YOUR ASSIGNMENT => Copy the data that appears below exactly. Drop the pictures.

Stored items from a collection:
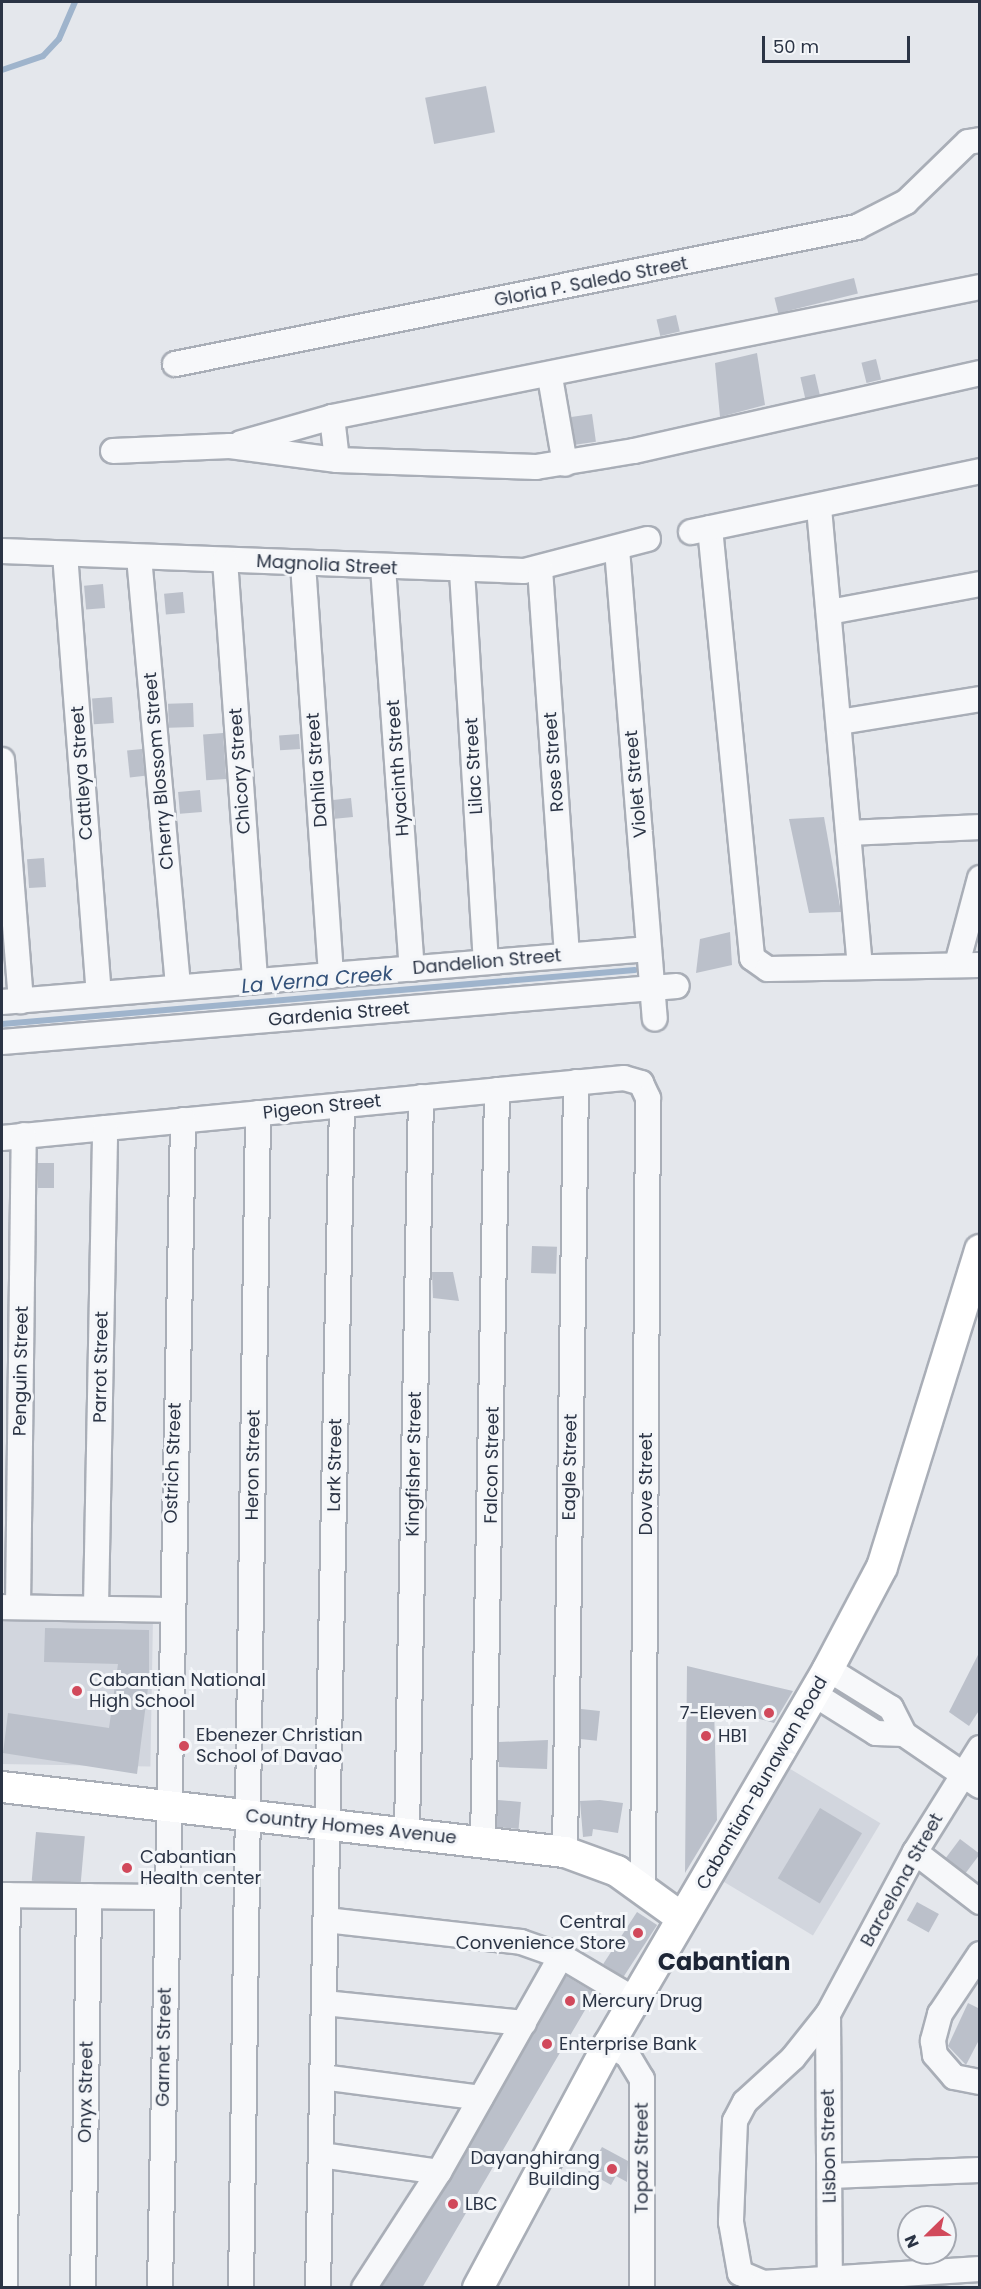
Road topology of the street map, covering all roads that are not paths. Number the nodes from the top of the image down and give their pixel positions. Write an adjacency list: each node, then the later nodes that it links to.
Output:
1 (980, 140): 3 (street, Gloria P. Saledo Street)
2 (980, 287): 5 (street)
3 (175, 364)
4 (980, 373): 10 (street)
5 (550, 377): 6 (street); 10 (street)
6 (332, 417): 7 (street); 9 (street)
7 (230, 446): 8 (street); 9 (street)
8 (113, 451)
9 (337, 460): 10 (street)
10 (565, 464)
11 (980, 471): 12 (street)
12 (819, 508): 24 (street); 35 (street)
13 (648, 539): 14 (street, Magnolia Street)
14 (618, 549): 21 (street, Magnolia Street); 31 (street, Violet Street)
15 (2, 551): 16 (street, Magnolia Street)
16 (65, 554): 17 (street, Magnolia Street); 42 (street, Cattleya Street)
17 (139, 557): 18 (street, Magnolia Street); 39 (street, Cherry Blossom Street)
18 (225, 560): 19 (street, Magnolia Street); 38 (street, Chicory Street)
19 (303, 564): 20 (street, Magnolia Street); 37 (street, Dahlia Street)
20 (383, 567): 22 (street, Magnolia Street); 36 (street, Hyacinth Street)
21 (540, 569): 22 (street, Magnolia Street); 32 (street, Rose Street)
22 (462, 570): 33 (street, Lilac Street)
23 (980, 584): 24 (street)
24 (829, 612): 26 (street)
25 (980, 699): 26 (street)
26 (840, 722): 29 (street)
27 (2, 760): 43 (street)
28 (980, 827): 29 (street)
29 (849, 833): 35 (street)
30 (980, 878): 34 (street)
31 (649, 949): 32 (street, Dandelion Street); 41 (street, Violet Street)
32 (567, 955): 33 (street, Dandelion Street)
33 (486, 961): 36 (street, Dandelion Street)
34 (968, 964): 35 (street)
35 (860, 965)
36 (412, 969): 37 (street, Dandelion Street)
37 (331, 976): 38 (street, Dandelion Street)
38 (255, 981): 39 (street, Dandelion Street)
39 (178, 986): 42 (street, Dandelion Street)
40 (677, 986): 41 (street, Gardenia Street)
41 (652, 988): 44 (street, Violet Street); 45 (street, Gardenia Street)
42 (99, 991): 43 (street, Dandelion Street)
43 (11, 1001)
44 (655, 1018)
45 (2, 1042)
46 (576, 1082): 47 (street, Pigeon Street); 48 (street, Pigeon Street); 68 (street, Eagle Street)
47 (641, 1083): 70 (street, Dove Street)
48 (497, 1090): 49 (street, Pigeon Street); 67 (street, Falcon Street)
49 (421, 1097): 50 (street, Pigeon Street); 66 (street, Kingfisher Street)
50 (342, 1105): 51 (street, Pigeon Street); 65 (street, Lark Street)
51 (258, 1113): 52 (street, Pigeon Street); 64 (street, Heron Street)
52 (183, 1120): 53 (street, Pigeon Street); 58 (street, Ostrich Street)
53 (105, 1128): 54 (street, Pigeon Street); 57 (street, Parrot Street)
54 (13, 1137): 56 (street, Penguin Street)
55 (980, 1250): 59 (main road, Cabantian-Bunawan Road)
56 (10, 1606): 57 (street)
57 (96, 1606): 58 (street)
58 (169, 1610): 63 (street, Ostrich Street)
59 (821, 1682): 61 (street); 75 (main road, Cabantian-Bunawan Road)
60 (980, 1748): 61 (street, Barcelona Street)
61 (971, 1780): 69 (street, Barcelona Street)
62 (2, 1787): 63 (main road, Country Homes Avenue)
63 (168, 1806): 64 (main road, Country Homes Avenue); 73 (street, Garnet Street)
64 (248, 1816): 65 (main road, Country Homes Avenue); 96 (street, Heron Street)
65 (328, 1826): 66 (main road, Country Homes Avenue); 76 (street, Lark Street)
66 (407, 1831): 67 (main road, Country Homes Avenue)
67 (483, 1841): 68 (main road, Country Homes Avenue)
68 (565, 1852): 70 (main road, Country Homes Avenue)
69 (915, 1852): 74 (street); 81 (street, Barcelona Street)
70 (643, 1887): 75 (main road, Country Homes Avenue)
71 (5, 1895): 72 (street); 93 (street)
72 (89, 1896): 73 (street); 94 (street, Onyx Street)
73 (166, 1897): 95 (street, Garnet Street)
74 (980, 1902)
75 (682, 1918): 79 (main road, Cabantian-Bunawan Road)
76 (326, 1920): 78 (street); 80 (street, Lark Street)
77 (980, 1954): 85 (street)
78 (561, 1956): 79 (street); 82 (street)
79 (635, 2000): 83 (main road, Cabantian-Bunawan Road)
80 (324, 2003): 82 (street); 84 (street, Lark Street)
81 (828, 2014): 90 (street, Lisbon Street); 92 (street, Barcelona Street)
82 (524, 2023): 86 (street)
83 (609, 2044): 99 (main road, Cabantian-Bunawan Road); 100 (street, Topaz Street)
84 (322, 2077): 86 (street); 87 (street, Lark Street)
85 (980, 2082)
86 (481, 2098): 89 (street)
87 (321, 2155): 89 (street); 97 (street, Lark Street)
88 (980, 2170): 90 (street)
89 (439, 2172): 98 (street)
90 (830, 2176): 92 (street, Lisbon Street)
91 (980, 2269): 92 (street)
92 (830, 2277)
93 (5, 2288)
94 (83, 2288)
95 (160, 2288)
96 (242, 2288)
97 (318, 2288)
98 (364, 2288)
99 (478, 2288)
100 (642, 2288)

ANSWER TO THIS PROBLEM =>
Road topology of the street map, covering all roads that are not paths. Number the nodes from the top of the image down and give their pixel positions. Write an adjacency list: each node, then the later nodes that it links to.
Output:
1 (980, 140): 3 (street, Gloria P. Saledo Street)
2 (980, 287): 5 (street)
3 (175, 364)
4 (980, 373): 10 (street)
5 (550, 377): 6 (street); 10 (street)
6 (332, 417): 7 (street); 9 (street)
7 (230, 446): 8 (street); 9 (street)
8 (113, 451)
9 (337, 460): 10 (street)
10 (565, 464)
11 (980, 471): 12 (street)
12 (819, 508): 24 (street); 35 (street)
13 (648, 539): 14 (street, Magnolia Street)
14 (618, 549): 21 (street, Magnolia Street); 31 (street, Violet Street)
15 (2, 551): 16 (street, Magnolia Street)
16 (65, 554): 17 (street, Magnolia Street); 42 (street, Cattleya Street)
17 (139, 557): 18 (street, Magnolia Street); 39 (street, Cherry Blossom Street)
18 (225, 560): 19 (street, Magnolia Street); 38 (street, Chicory Street)
19 (303, 564): 20 (street, Magnolia Street); 37 (street, Dahlia Street)
20 (383, 567): 22 (street, Magnolia Street); 36 (street, Hyacinth Street)
21 (540, 569): 22 (street, Magnolia Street); 32 (street, Rose Street)
22 (462, 570): 33 (street, Lilac Street)
23 (980, 584): 24 (street)
24 (829, 612): 26 (street)
25 (980, 699): 26 (street)
26 (840, 722): 29 (street)
27 (2, 760): 43 (street)
28 (980, 827): 29 (street)
29 (849, 833): 35 (street)
30 (980, 878): 34 (street)
31 (649, 949): 32 (street, Dandelion Street); 41 (street, Violet Street)
32 (567, 955): 33 (street, Dandelion Street)
33 (486, 961): 36 (street, Dandelion Street)
34 (968, 964): 35 (street)
35 (860, 965)
36 (412, 969): 37 (street, Dandelion Street)
37 (331, 976): 38 (street, Dandelion Street)
38 (255, 981): 39 (street, Dandelion Street)
39 (178, 986): 42 (street, Dandelion Street)
40 (677, 986): 41 (street, Gardenia Street)
41 (652, 988): 44 (street, Violet Street); 45 (street, Gardenia Street)
42 (99, 991): 43 (street, Dandelion Street)
43 (11, 1001)
44 (655, 1018)
45 (2, 1042)
46 (576, 1082): 47 (street, Pigeon Street); 48 (street, Pigeon Street); 68 (street, Eagle Street)
47 (641, 1083): 70 (street, Dove Street)
48 (497, 1090): 49 (street, Pigeon Street); 67 (street, Falcon Street)
49 (421, 1097): 50 (street, Pigeon Street); 66 (street, Kingfisher Street)
50 (342, 1105): 51 (street, Pigeon Street); 65 (street, Lark Street)
51 (258, 1113): 52 (street, Pigeon Street); 64 (street, Heron Street)
52 (183, 1120): 53 (street, Pigeon Street); 58 (street, Ostrich Street)
53 (105, 1128): 54 (street, Pigeon Street); 57 (street, Parrot Street)
54 (13, 1137): 56 (street, Penguin Street)
55 (980, 1250): 59 (main road, Cabantian-Bunawan Road)
56 (10, 1606): 57 (street)
57 (96, 1606): 58 (street)
58 (169, 1610): 63 (street, Ostrich Street)
59 (821, 1682): 61 (street); 75 (main road, Cabantian-Bunawan Road)
60 (980, 1748): 61 (street, Barcelona Street)
61 (971, 1780): 69 (street, Barcelona Street)
62 (2, 1787): 63 (main road, Country Homes Avenue)
63 (168, 1806): 64 (main road, Country Homes Avenue); 73 (street, Garnet Street)
64 (248, 1816): 65 (main road, Country Homes Avenue); 96 (street, Heron Street)
65 (328, 1826): 66 (main road, Country Homes Avenue); 76 (street, Lark Street)
66 (407, 1831): 67 (main road, Country Homes Avenue)
67 (483, 1841): 68 (main road, Country Homes Avenue)
68 (565, 1852): 70 (main road, Country Homes Avenue)
69 (915, 1852): 74 (street); 81 (street, Barcelona Street)
70 (643, 1887): 75 (main road, Country Homes Avenue)
71 (5, 1895): 72 (street); 93 (street)
72 (89, 1896): 73 (street); 94 (street, Onyx Street)
73 (166, 1897): 95 (street, Garnet Street)
74 (980, 1902)
75 (682, 1918): 79 (main road, Cabantian-Bunawan Road)
76 (326, 1920): 78 (street); 80 (street, Lark Street)
77 (980, 1954): 85 (street)
78 (561, 1956): 79 (street); 82 (street)
79 (635, 2000): 83 (main road, Cabantian-Bunawan Road)
80 (324, 2003): 82 (street); 84 (street, Lark Street)
81 (828, 2014): 90 (street, Lisbon Street); 92 (street, Barcelona Street)
82 (524, 2023): 86 (street)
83 (609, 2044): 99 (main road, Cabantian-Bunawan Road); 100 (street, Topaz Street)
84 (322, 2077): 86 (street); 87 (street, Lark Street)
85 (980, 2082)
86 (481, 2098): 89 (street)
87 (321, 2155): 89 (street); 97 (street, Lark Street)
88 (980, 2170): 90 (street)
89 (439, 2172): 98 (street)
90 (830, 2176): 92 (street, Lisbon Street)
91 (980, 2269): 92 (street)
92 (830, 2277)
93 (5, 2288)
94 (83, 2288)
95 (160, 2288)
96 (242, 2288)
97 (318, 2288)
98 (364, 2288)
99 (478, 2288)
100 (642, 2288)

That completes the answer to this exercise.